Zaskakujące słowa Trumpa. Twierdzi, że Zełenski powinien dogadać się z Putinem przed wojną
Trump udzielił pierwszego oficjalnego wywiadu jako prezydent popularnemu dziennikarzowi Fox News Seanowi Hannitiemu. W jego drugiej części, którą opublikowano wczoraj, nawiązał do wojny na Ukrainie. Zwracając uwagę na ogromne straty obu stron, stwierdził, że Putin nie powinien rozpoczynać tej wojny. To są ludzie, którzy są masakrowani na tych polach bitew milionami. Oni już umarli, a miasta – miasta są jak miejsca wyburzeń – stwierdził.
Zełenski nie powinien walczyć
Dodał, że wybuchowi wojny jest też po części winna polityka energetyczna Bidena, dzięki której Putin dorobił się na sprzedaży surowców naturalnych, ale podkreślił, że Putin nie powinien atakować Ukrainy. Nie powinien tego robić i to musi się skończyć – stwierdził. Jak informowaliśmy wcześniej, w poście na jego portalu społecznościowym Truth Social prezydent zwrócił uwagę na to, że ta wojna ma bardzo negatywny wpływ na gospodarkę Rosji. Stwierdził, że robi Putinowi przysługę poprzez danie mu okazji, do jej zakończenia – i zagroził mu poważnymi sankcjami, jeśli nie będzie chciał negocjować.
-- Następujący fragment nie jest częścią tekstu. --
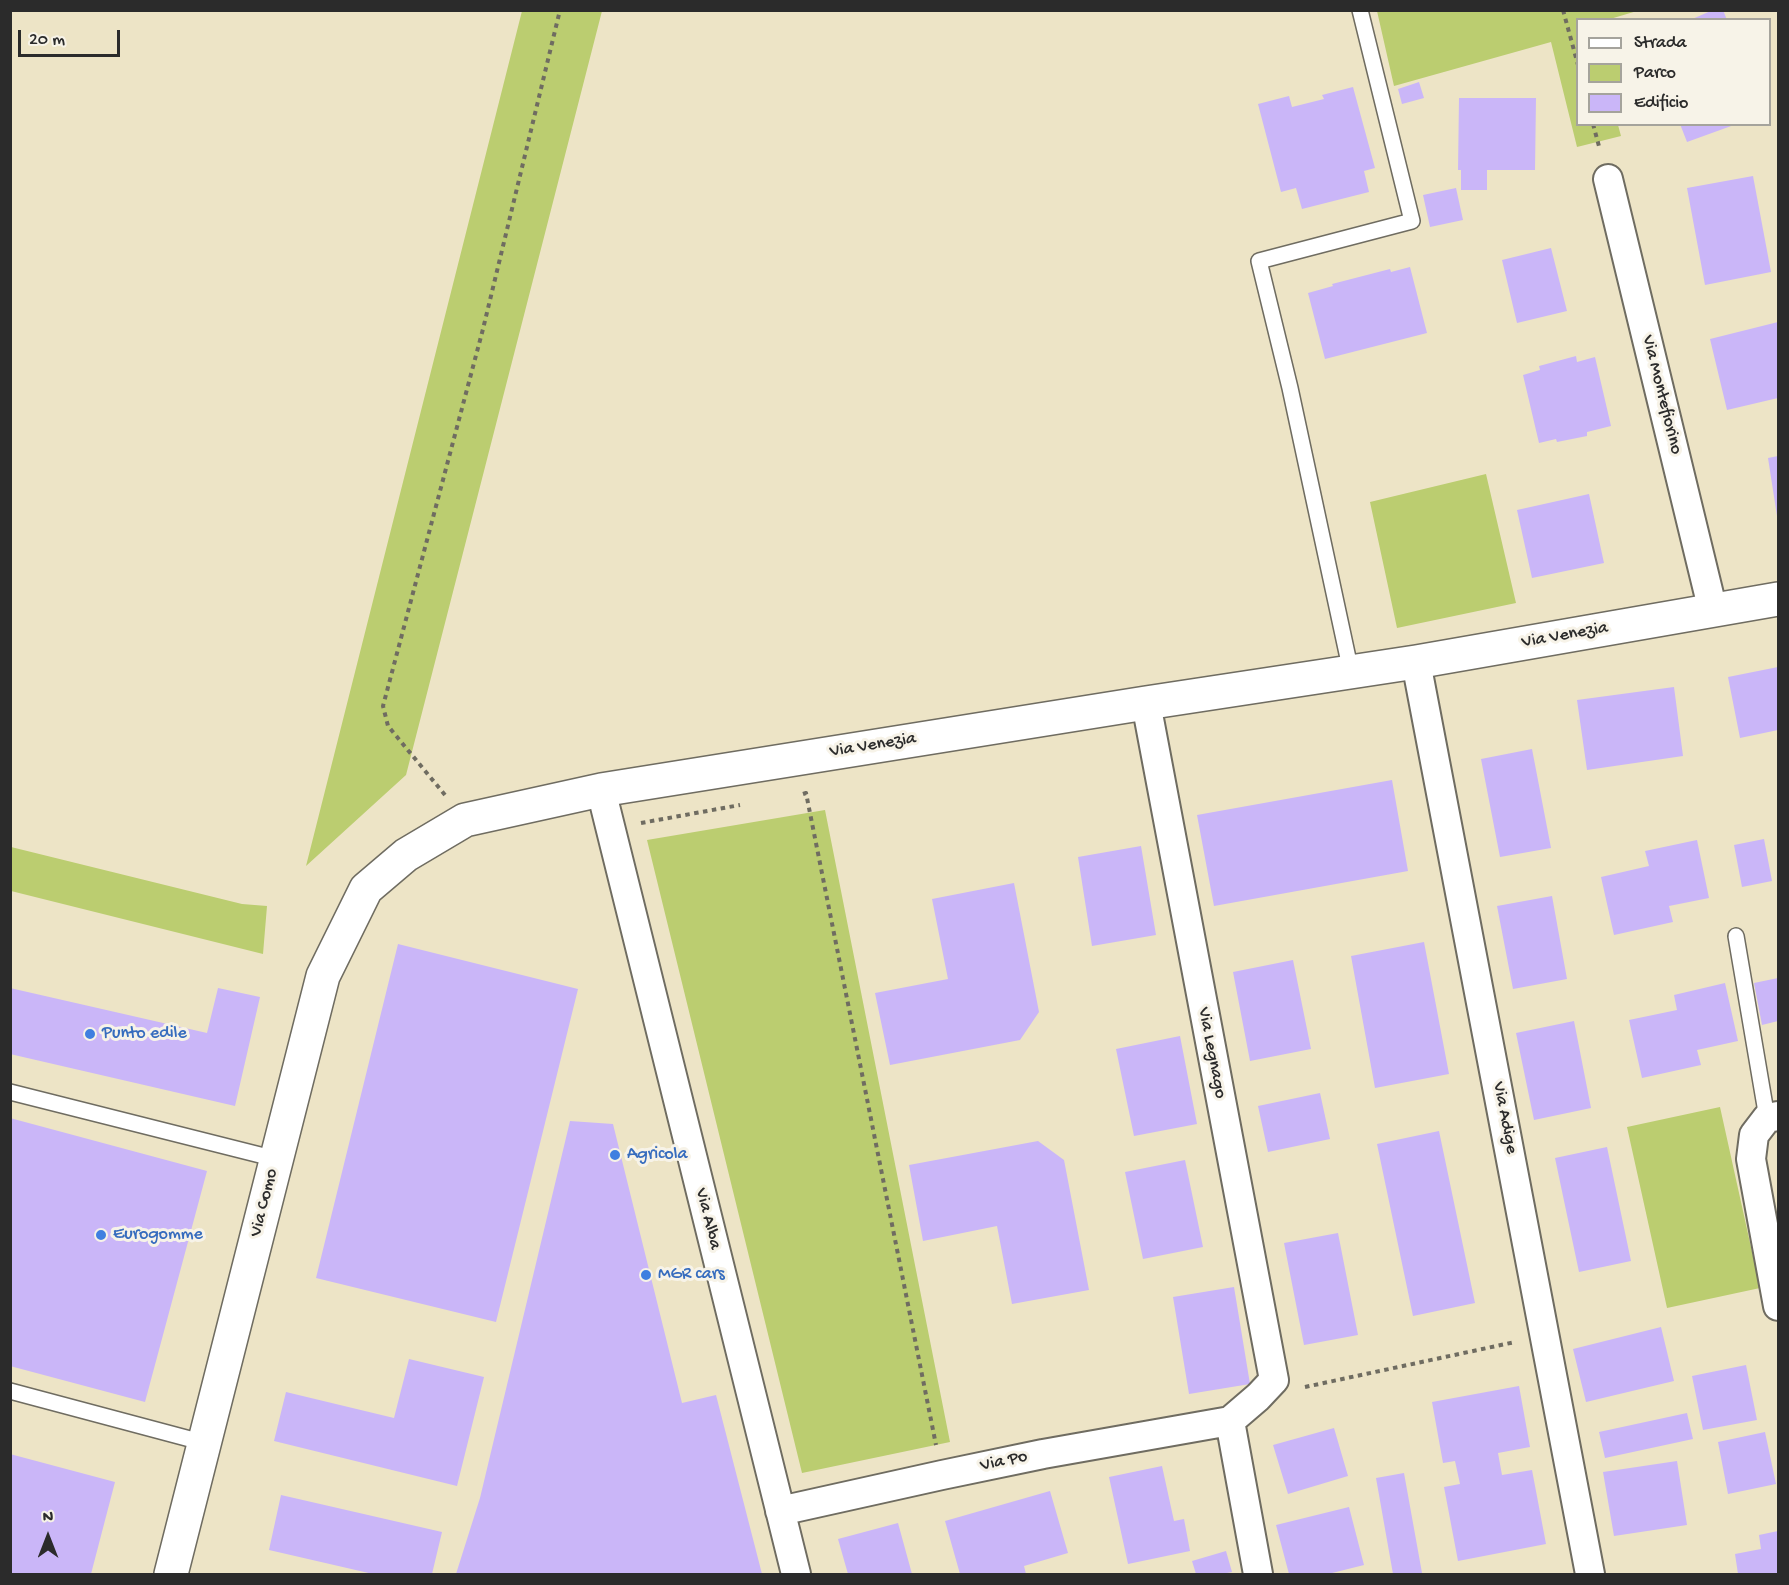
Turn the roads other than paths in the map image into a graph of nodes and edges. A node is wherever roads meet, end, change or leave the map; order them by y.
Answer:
1 (1360, 10) edge
2 (1608, 179) dead end
3 (1779, 599) edge
4 (1713, 610) junction
5 (1416, 662) junction
6 (1351, 672) junction
7 (1146, 703) junction
8 (601, 790) junction
9 (406, 855) joint
10 (1736, 936) dead end
11 (10, 1092) edge
12 (1767, 1123) edge
13 (276, 1159) junction
14 (1779, 1306) edge
15 (10, 1391) edge
16 (1230, 1421) junction
17 (204, 1443) junction
18 (780, 1511) junction
19 (171, 1575) edge
20 (796, 1575) edge
21 (1258, 1575) edge
22 (1590, 1575) edge

1 - 6 lane
2 - 4 street, Via Montefiorino
3 - 4 street, Via Venezia
4 - 5 street, Via Venezia
5 - 6 street, Via Venezia
5 - 22 street, Via Adige
6 - 7 street, Via Venezia
7 - 8 street, Via Venezia
7 - 16 street, Via Legnago
8 - 9 street, Via Venezia
8 - 18 street, Via Alba
9 - 13 street, Via Como
10 - 12 lane
11 - 13 lane
12 - 14 street
13 - 17 street, Via Como
15 - 17 lane
16 - 18 street, Via Po
16 - 21 street
17 - 19 street, Via Como
18 - 20 street, Via Alba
Już podczas kampanii wyborczej Trump zapowiadał, że zakończy szybko tę wojnę. Teraz powiedział Hannitiemu, że Zełenski jest gotowy na negocjacje pokojowe. Ma dosyć – stwierdził. Dodał jednak, że Zełenski nie powinien pozwolić, by ta wojna w ogóle wybuchła, bo walczy ze znacznie większym państwem. Jego zdaniem powinien dogadać się z Putinem jeszcze przed wybuchem walk. Ja bym się dogadał bardzo łatwo, a Zełenski zdecydował, że „chcę walczyć” - stwierdził.
Oczywiście na dogadanie się z Putinem nie było żadnych szans. Kremlowski dyktator podawał wiele powodów rozpoczęcia „specjalnej operacji wojskowej”, od powstrzymania „ekspansji” NATO, po „denazyfikację” rządu w Kijowie, ale żaden z nich nie był czymś konkretnym, z czym można negocjować. Negocjacje pokojowe zaczęły się już po rozpoczęciu walk, ale nic nie dały, a Ukraińcy twierdzą, że Rosjanie nigdy nie traktowali ich poważnie. Rzecznik Białego Domu na razie nie odpowiedział na pytanie o to, co Trump miał na myśli twierdząc, że Zełenski powinien dogadać się z Putinem. Wywiadu nie skomentowała także ambasada Ukrainy w Waszyngtonie.